The drift-corrected movies were averaged by five and compressed using a XVID codec to reduce them to a size suitable for uploading.

The profiles in mass spectrometry results shown in the figures and supplementary figures had been processed using a 5-point average.

Calculations of equilibrium shapes for NPs

The models of metal NPs in a CO/O2 atmosphere were built via a Wulff construction55. In this scheme, the shape of a crystal at equilibrium is given by the enveloped planes, each drawn at a distance from the origin proportional to the surface tension, \(\gamma _{hkl}\), of the given plane. Here, the relevant quantity is the interface tension energy, \(\gamma _{hkl}^{\rm{int}}\), which results from correcting the surface tension due to the interaction of a metal surface with a specific gas (or liquid).

$$\gamma _{hkl}^{{\mathop{\rm{int}}} } = \gamma _{hkl} + \frac{{\theta _{{\mathrm{CO}}}E_{{\mathrm{ads}}}({\mathrm{CO}}) + \theta _{\mathrm{O}}E_{{\mathrm{ads}}}({\mathrm{O}})}}{{A_{{\mathrm{at}}}}},$$

where θi is the surface coverage of the adsorbate i, CO or O. Eads and Aat are the coverage-dependent energy of adsorption and the area per surface atom of the (hkl) facet, respectively.
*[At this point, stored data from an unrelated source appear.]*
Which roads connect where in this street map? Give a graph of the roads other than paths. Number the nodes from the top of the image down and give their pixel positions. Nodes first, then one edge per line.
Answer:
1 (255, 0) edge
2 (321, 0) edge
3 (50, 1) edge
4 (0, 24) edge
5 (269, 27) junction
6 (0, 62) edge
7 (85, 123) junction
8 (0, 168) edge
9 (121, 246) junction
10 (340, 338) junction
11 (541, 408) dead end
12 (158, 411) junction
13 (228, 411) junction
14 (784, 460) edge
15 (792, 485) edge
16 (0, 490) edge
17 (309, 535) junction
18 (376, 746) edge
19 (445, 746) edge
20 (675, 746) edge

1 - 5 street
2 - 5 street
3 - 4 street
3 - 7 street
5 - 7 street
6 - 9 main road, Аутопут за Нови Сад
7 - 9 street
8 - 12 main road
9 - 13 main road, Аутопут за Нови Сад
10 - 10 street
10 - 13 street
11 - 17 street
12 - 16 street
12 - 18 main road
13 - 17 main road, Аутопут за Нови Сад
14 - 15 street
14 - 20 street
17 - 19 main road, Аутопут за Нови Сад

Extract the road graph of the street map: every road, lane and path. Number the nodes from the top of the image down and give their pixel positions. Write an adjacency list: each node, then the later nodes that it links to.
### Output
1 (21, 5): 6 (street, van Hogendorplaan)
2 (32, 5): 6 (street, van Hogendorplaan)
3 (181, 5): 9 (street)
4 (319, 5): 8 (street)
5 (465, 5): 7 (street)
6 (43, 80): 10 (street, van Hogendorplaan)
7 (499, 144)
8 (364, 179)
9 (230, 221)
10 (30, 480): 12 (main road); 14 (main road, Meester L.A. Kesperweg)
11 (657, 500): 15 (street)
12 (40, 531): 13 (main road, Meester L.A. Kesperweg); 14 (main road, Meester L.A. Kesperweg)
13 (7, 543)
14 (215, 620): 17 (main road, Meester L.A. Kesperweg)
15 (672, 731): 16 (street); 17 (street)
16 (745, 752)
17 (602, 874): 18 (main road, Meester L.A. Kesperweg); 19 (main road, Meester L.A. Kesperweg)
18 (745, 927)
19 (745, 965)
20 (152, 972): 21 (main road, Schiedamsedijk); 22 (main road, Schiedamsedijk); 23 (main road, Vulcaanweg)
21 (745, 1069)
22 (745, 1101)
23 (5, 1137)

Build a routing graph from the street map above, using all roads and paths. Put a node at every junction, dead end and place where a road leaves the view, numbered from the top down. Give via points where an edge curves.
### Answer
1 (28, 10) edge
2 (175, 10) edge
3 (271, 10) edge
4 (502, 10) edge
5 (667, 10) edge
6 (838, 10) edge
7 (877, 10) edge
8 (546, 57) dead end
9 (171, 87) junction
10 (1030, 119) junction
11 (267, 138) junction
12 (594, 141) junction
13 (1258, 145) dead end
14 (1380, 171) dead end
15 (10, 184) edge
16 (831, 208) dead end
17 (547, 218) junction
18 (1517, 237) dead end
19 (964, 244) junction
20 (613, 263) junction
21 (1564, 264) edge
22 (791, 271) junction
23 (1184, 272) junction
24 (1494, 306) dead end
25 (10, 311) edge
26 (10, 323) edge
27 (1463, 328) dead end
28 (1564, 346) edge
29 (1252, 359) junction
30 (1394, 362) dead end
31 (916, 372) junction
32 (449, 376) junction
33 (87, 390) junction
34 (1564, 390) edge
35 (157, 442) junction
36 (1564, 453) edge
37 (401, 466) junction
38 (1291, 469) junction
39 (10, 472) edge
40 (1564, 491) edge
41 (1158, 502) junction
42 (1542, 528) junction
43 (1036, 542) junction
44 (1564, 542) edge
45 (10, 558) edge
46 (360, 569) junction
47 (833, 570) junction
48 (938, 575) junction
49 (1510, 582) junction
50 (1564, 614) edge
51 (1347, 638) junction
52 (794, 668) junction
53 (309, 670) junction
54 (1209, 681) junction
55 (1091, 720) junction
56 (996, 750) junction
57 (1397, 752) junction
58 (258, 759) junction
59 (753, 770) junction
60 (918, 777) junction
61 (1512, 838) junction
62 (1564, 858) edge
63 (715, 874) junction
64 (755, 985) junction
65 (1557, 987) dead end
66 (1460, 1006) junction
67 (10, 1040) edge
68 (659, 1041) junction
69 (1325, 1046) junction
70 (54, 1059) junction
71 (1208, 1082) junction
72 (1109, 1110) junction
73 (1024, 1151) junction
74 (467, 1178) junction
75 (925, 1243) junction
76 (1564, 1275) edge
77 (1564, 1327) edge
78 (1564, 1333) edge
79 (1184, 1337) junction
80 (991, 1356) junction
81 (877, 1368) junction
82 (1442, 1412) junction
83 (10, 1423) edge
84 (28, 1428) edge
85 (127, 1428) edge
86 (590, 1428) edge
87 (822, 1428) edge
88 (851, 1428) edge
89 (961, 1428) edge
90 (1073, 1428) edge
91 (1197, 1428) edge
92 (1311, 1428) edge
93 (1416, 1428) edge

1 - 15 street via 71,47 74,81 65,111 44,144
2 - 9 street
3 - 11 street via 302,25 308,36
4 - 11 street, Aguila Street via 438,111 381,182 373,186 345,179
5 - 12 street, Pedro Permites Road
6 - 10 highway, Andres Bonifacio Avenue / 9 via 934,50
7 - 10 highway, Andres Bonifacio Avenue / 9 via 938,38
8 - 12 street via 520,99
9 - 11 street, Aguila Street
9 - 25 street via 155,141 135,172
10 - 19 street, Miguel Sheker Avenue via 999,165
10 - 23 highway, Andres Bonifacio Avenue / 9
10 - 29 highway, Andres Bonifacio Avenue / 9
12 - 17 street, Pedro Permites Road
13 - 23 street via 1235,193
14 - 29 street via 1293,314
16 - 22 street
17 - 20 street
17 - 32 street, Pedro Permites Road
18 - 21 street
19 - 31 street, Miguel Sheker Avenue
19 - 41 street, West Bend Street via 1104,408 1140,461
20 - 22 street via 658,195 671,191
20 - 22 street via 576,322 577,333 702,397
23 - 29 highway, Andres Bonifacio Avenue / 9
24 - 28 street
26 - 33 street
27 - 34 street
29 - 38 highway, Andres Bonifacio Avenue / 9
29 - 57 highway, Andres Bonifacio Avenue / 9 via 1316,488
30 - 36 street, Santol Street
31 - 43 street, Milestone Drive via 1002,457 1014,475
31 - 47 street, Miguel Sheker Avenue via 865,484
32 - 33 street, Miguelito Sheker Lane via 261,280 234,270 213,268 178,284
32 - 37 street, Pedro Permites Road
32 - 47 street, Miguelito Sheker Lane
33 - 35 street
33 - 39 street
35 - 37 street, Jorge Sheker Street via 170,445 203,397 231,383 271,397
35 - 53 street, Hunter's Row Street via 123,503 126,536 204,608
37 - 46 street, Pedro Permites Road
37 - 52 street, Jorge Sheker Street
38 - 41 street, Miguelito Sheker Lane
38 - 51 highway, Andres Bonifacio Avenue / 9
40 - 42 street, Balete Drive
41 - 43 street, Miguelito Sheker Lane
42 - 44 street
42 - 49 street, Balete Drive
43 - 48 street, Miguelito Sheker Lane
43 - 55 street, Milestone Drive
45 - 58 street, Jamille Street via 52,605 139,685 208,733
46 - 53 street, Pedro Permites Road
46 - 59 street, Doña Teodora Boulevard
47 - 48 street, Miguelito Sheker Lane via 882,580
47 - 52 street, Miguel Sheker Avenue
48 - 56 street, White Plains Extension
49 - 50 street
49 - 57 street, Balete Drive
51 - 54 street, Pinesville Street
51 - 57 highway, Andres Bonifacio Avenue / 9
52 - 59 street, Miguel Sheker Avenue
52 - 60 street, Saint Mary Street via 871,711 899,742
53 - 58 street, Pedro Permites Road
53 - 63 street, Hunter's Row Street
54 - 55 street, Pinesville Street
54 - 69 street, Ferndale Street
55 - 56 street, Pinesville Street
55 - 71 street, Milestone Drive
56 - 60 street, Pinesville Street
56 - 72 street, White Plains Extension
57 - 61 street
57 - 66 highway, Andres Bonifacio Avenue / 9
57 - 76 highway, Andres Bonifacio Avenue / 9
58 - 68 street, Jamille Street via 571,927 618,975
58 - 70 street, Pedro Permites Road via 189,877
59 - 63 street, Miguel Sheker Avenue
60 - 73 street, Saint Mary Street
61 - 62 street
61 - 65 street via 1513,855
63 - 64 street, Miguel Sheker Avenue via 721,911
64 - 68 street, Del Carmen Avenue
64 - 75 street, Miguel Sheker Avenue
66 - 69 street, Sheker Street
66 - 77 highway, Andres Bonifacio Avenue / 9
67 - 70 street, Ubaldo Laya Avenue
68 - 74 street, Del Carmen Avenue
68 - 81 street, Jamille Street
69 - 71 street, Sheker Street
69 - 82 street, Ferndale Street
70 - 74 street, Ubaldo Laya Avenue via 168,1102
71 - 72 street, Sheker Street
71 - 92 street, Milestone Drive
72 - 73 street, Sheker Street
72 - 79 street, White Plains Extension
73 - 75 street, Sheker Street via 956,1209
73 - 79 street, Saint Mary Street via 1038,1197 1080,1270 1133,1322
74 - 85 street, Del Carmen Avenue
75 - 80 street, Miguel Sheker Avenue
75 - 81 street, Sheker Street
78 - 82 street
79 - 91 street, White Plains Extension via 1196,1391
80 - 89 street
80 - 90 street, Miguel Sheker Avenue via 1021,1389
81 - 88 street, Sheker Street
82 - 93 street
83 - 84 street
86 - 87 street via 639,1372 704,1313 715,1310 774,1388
In this work, we carried out DFT calculations using the BEEF-vdW functional to determine the adsorption energies of CO and O2 on the various Pd and Pt facets. The calculation of adsorption–adsorption interactions, as reported previously36,37,38, allows the computation of coverage dependent Eads values. θi are calculated according to the Fowler−Guggenheim adsorption isotherm model, a modification of the Langmuir isotherm to account for adsorbate–adsorbate lateral interactions, see Supplementary Note36,37.